Below are the records; copy each line in which "graph" can be found.

[Collected data]
______________________________

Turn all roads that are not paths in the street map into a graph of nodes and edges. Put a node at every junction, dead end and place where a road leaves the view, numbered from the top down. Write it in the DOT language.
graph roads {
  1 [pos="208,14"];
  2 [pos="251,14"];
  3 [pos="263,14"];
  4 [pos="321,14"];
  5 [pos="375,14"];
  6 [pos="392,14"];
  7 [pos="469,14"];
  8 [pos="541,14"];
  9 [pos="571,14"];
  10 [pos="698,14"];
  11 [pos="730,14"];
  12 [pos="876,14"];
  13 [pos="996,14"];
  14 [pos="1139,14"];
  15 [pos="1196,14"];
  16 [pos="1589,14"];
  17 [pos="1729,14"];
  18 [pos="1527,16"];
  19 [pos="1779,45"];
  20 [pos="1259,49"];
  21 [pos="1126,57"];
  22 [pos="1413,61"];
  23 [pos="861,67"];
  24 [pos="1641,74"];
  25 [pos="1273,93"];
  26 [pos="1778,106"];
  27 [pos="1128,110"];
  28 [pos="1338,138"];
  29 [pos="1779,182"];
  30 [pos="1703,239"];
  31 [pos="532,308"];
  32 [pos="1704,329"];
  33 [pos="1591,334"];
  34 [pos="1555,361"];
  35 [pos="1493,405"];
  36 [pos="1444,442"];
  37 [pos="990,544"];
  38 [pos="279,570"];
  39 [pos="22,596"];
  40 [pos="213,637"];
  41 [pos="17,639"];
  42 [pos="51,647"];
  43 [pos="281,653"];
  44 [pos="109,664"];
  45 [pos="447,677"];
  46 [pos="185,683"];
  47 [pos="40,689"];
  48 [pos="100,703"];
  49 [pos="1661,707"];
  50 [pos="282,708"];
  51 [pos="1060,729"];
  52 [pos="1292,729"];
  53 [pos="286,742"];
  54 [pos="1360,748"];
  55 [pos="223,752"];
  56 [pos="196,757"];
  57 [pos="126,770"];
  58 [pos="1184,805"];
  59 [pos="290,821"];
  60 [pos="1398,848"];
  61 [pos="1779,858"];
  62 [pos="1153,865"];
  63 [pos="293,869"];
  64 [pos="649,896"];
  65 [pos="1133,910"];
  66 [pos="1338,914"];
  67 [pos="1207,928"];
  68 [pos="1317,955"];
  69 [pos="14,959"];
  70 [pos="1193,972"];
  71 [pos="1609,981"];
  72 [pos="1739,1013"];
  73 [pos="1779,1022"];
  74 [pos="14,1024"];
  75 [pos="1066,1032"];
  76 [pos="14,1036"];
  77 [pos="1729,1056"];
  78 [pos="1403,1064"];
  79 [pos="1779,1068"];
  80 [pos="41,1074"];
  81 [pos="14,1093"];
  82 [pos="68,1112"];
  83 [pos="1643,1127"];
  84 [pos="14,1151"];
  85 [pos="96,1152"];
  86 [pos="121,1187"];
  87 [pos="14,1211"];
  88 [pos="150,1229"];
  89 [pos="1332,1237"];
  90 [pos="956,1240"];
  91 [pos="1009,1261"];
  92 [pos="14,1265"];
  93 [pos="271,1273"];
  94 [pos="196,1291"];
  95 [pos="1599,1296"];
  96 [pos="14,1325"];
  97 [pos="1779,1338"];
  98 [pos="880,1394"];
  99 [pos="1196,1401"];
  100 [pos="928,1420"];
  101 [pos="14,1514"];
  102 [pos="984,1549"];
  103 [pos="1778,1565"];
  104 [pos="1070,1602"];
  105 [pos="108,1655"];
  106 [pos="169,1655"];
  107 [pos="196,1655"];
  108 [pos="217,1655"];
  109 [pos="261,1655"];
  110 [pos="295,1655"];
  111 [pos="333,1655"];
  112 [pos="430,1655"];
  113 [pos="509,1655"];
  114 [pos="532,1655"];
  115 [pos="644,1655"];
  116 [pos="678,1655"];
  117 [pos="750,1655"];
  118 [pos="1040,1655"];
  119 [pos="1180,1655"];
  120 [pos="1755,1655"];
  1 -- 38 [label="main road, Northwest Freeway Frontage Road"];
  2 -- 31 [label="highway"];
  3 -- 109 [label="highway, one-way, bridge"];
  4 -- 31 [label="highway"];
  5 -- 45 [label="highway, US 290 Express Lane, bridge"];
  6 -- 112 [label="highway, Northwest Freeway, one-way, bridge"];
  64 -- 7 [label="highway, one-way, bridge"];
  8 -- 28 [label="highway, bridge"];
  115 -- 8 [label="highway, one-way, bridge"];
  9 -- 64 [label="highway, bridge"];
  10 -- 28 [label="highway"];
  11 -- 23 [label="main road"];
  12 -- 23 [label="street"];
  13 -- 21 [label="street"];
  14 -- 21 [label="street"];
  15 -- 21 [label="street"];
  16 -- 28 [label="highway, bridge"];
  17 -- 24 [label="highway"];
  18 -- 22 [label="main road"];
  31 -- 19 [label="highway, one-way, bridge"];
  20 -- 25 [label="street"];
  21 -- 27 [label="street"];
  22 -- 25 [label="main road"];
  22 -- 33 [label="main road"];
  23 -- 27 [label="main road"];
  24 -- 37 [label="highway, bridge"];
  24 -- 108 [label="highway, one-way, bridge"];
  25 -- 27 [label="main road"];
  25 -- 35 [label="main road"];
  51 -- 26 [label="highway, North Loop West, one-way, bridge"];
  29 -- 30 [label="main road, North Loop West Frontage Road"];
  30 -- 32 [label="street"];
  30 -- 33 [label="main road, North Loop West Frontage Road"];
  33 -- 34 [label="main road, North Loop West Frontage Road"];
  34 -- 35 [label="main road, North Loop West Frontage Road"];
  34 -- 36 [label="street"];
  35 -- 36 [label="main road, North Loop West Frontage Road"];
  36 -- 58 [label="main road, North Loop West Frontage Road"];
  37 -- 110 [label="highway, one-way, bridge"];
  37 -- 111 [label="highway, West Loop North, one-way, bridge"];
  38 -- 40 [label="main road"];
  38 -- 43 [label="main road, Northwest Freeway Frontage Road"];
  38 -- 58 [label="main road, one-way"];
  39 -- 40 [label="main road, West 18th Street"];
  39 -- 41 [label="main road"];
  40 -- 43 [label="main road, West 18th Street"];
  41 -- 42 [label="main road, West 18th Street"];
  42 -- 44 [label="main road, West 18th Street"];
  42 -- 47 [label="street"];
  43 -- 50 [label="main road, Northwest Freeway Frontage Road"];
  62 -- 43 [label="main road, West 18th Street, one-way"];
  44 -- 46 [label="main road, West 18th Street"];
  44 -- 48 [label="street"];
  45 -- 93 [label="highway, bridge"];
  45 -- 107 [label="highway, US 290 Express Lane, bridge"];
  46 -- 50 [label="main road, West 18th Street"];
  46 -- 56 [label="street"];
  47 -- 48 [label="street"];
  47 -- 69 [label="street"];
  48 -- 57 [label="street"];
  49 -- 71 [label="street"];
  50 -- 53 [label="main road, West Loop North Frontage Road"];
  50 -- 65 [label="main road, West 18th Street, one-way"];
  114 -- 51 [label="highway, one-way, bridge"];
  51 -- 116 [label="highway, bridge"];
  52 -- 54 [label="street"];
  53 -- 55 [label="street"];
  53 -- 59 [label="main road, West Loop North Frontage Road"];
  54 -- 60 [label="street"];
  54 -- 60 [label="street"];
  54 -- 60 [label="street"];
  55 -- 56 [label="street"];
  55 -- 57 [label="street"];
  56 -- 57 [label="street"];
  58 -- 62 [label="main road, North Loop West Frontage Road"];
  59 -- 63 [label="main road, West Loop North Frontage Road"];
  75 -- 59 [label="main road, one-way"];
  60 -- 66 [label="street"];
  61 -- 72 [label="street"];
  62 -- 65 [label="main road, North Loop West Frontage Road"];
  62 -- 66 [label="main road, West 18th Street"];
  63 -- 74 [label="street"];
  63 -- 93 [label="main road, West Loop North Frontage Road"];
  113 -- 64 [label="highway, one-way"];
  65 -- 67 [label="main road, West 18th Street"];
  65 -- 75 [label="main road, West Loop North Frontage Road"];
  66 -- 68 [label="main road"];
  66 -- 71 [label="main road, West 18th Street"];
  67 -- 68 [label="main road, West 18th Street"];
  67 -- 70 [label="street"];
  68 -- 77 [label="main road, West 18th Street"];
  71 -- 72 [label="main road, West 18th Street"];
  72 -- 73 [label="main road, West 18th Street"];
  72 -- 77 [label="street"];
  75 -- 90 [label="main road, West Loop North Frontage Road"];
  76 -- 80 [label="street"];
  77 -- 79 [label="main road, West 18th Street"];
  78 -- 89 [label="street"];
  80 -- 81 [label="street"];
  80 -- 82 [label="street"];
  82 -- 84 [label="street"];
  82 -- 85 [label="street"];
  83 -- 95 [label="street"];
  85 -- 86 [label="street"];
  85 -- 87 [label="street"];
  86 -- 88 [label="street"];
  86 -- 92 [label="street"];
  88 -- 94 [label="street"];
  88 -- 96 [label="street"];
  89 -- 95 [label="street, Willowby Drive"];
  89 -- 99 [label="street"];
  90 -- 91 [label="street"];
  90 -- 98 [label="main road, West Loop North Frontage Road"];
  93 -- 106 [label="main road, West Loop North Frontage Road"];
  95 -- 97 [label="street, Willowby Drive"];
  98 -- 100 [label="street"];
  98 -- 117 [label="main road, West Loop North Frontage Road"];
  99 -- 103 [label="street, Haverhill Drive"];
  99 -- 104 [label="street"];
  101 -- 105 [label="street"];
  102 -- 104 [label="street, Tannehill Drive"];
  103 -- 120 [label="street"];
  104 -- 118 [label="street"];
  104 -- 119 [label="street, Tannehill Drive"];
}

______________________________

### Your solution
Turn all roads that are not paths in the street map into a graph of nodes and edges. Put a node at every junction, dead end and place where a road leaves the view, numbered from the top down. Write it in the DOT language.
graph roads {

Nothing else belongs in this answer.